■ **Task details**: Nothing but the pictures should go missing; return all the entries below exactly.

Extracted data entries
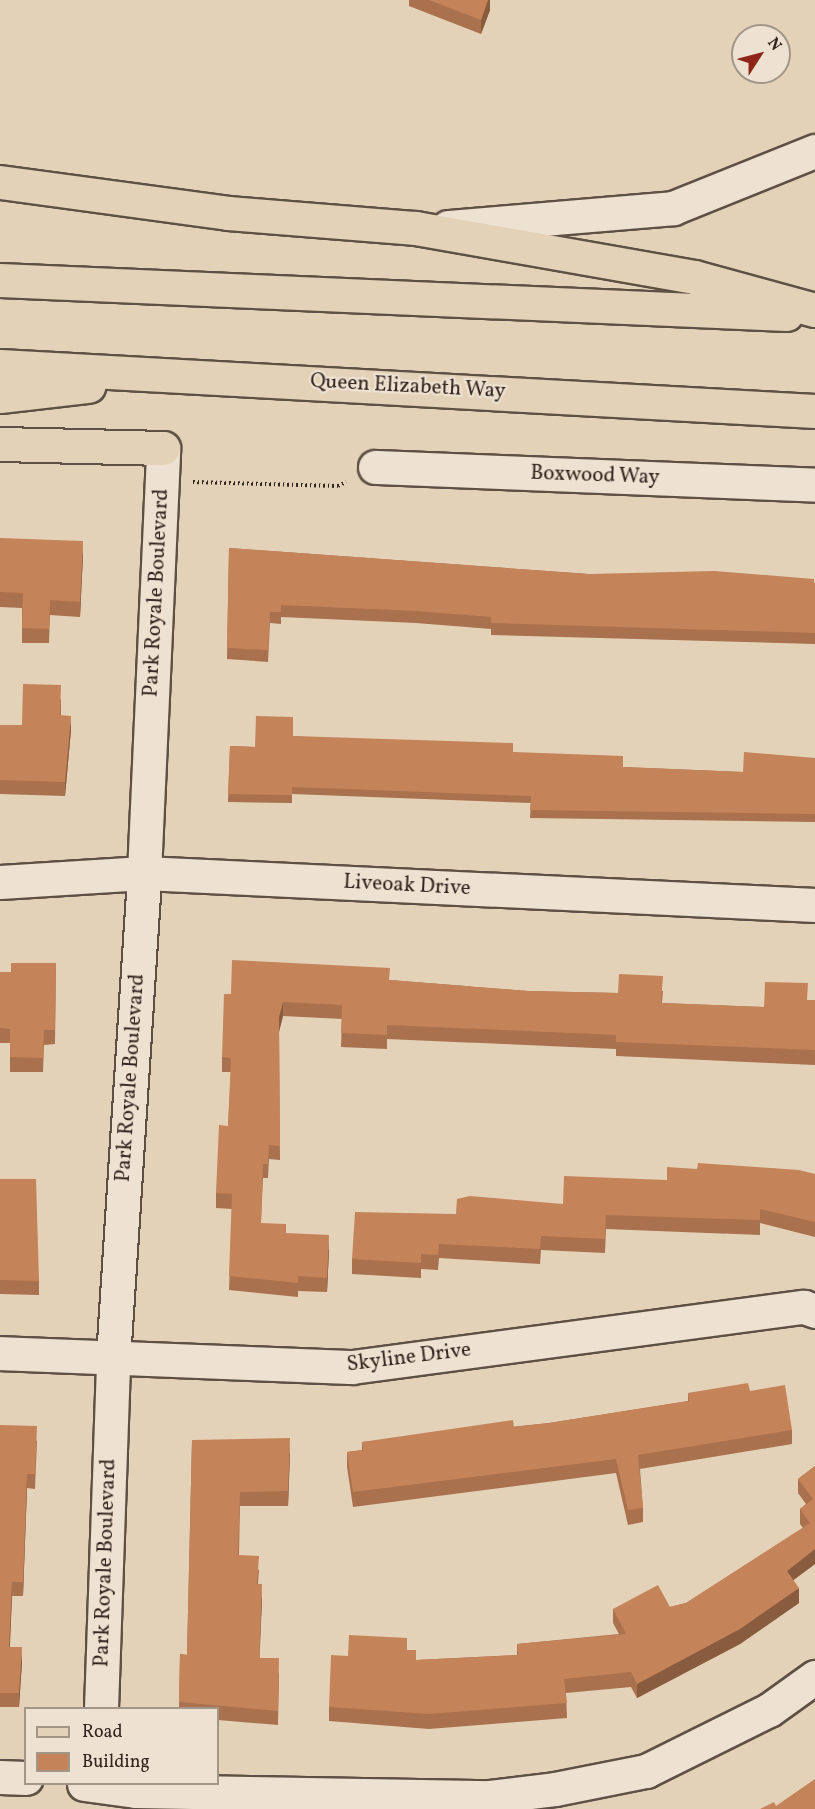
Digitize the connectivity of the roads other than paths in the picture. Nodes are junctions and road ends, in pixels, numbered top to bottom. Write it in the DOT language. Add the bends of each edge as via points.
graph roads {
  1 [pos="815,151"];
  2 [pos="0,182"];
  3 [pos="416,228"];
  4 [pos="0,280"];
  5 [pos="815,310"];
  6 [pos="815,315"];
  7 [pos="0,366"];
  8 [pos="188,374"];
  9 [pos="0,396"];
  10 [pos="815,411"];
  11 [pos="0,444"];
  12 [pos="163,448"];
  13 [pos="375,467"];
  14 [pos="815,485"];
  15 [pos="144,873"];
  16 [pos="0,882"];
  17 [pos="815,905"];
  18 [pos="815,1311"];
  19 [pos="0,1353"];
  20 [pos="113,1358"];
  21 [pos="815,1677"];
  22 [pos="101,1707"];
  23 [pos="0,1777"];
  24 [pos="24,1778"];
  25 [pos="94,1790"];
  1 -- 3 [label="street" via="673,207 573,220"];
  2 -- 3 [label="main road" via="228,213"];
  3 -- 5 [label="main road" via="694,277"];
  4 -- 6 [label="main road"];
  7 -- 8 [label="main road, Queen Elizabeth Way"];
  8 -- 9 [label="main road"];
  8 -- 10 [label="main road, Queen Elizabeth Way"];
  11 -- 12 [label="main road"];
  12 -- 15 [label="street, Park Royale Boulevard"];
  13 -- 14 [label="street, Boxwood Way"];
  15 -- 16 [label="street, Liveoak Drive"];
  15 -- 17 [label="street, Liveoak Drive"];
  15 -- 20 [label="street, Park Royale Boulevard"];
  18 -- 20 [label="street, Skyline Drive" via="804,1307 352,1367"];
  19 -- 20 [label="street, Skyline Drive"];
  20 -- 22 [label="street, Park Royale Boulevard"];
  21 -- 25 [label="street" via="769,1710 646,1771 555,1789 490,1797"];
  23 -- 24 [label="street"];
}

■ **Written reply**:
Digitize the connectivity of the roads other than paths in the picture. Nodes are junctions and road ends, in pixels, numbered top to bottom. Write it in the DOT language. Add the bends of each edge as via points.
graph roads {
  1 [pos="815,151"];
  2 [pos="0,182"];
  3 [pos="416,228"];
  4 [pos="0,280"];
  5 [pos="815,310"];
  6 [pos="815,315"];
  7 [pos="0,366"];
  8 [pos="188,374"];
  9 [pos="0,396"];
  10 [pos="815,411"];
  11 [pos="0,444"];
  12 [pos="163,448"];
  13 [pos="375,467"];
  14 [pos="815,485"];
  15 [pos="144,873"];
  16 [pos="0,882"];
  17 [pos="815,905"];
  18 [pos="815,1311"];
  19 [pos="0,1353"];
  20 [pos="113,1358"];
  21 [pos="815,1677"];
  22 [pos="101,1707"];
  23 [pos="0,1777"];
  24 [pos="24,1778"];
  25 [pos="94,1790"];
  1 -- 3 [label="street" via="673,207 573,220"];
  2 -- 3 [label="main road" via="228,213"];
  3 -- 5 [label="main road" via="694,277"];
  4 -- 6 [label="main road"];
  7 -- 8 [label="main road, Queen Elizabeth Way"];
  8 -- 9 [label="main road"];
  8 -- 10 [label="main road, Queen Elizabeth Way"];
  11 -- 12 [label="main road"];
  12 -- 15 [label="street, Park Royale Boulevard"];
  13 -- 14 [label="street, Boxwood Way"];
  15 -- 16 [label="street, Liveoak Drive"];
  15 -- 17 [label="street, Liveoak Drive"];
  15 -- 20 [label="street, Park Royale Boulevard"];
  18 -- 20 [label="street, Skyline Drive" via="804,1307 352,1367"];
  19 -- 20 [label="street, Skyline Drive"];
  20 -- 22 [label="street, Park Royale Boulevard"];
  21 -- 25 [label="street" via="769,1710 646,1771 555,1789 490,1797"];
  23 -- 24 [label="street"];
}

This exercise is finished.